E intanto, questa, dov'era e che faceva? La non si era mica lasciata scivolar
giù scioccamente dal dorso della Rana, tutt'altro!
Aveva fatto anzi ogni sforzo per rimanervi attaccata; ma, nel punto in cui la
sua testa cominciò a spuntar fuori dall'acqua, si sentì mancare, ed un colpo
violento la rigettò nel fondo dello stagno come fulminata; e passò un po' di
tempo prima che potesse riaversi.
- Che orrore! - gridò appena fu tornata in sè. - Al di là di questo
mondo non c'è che la morte. La Rana mi ha ingannata; è impossibile che essa se
ne vada in un luogo simile e che ci viva! -
Dopo tale conclusione la larva riprese le occupazioni solite; la curiosità
s'era alquanto calmata, ma non era del tutto spenta; ed essa si sentiva sempre
piena di coraggio.
Pel momento si contentò di narrare alle compagne la sua terribile avventura, e
quelle ne rimasero oltremodo commosse; la novità, il mistero, il pericolo, lo
scioglimento inaspettato, che avrebbe anche potuto essere una vera catastrofe,
ma più che altro la sparizione inesplicabile della Rana, tutto ciò contribuiva
a destare in quei piccoli esseri ingenui un interesse palpitante.

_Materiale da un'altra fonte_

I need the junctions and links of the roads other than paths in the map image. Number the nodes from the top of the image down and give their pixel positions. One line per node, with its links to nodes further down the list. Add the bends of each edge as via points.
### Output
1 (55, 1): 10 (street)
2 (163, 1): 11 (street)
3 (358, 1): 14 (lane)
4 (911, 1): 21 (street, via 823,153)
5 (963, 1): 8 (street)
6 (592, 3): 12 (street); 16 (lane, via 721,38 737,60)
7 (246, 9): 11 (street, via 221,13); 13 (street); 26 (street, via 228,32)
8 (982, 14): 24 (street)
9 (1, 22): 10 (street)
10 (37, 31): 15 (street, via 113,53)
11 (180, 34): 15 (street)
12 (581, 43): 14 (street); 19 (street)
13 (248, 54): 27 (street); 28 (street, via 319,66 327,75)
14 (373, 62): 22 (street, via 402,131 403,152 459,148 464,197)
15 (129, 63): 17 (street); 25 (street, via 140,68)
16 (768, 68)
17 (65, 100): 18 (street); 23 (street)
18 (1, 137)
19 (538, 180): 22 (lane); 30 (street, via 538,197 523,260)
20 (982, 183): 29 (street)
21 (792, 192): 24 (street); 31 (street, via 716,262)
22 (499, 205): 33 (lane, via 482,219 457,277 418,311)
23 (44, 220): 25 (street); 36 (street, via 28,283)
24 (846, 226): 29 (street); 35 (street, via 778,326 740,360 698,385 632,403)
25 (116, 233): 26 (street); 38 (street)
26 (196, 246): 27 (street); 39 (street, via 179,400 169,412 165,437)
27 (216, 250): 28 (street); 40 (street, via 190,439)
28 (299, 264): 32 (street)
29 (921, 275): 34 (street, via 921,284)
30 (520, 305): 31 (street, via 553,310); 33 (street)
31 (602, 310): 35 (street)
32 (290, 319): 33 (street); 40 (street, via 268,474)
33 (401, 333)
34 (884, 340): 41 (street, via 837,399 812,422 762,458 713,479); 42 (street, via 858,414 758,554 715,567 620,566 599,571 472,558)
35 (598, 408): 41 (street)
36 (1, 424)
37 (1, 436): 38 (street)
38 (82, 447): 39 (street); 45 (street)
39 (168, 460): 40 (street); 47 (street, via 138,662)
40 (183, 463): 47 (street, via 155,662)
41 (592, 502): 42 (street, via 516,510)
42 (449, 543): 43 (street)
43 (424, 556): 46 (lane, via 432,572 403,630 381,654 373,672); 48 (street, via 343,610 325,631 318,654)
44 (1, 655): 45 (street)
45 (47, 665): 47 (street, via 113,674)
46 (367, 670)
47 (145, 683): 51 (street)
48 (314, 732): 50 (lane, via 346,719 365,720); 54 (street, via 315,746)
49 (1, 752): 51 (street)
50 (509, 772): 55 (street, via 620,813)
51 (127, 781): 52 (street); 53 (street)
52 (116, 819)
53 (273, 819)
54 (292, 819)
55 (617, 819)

In
un lampo la
larva esploratrice fu circondata, intervistata; ed era un coro generale di
domande, di esclamazioni. Giunta la sera, cessata la caccia, la nostra larva se
ne tornava, stanchissima, e sempre più intontita, a casa sua, quando si vide di
fronte la grossa Rana gialla, tranquillamente seduta sopra una pietra, in fondo
allo stagno.
- Come? siete qui? - esclamò stupita la larva. - Non avete lasciato questo
mondo? Voi vi siete presa giuoco di me! Ecco che cosa si guadagna a fidarsi
degli stranieri!
- Voi ragionate nel modo più illogico e più impertinente! -
rispose gravemente la Rana. - Pure vi perdono. Voler trovare cortesia e criterio
in una bestiolina appena sbozzata, quale voi siete, sarebbe voler cavar sangue
da una rapa. Ci scommetto che voi non vi figurate nemmeno l'inquietudine
orribile che m'assalì quando, uscendo dall'acqua, non vi trovai più! Perché
non tenervi ben aggrappata, come vi avevo tanto raccomandato? Già voi altri
spiriti inquieti, che volete saper tutto, conoscer tutto, siete sempre fatti ad
un modo: la prima difficoltà subito vi fa perdere la bussola!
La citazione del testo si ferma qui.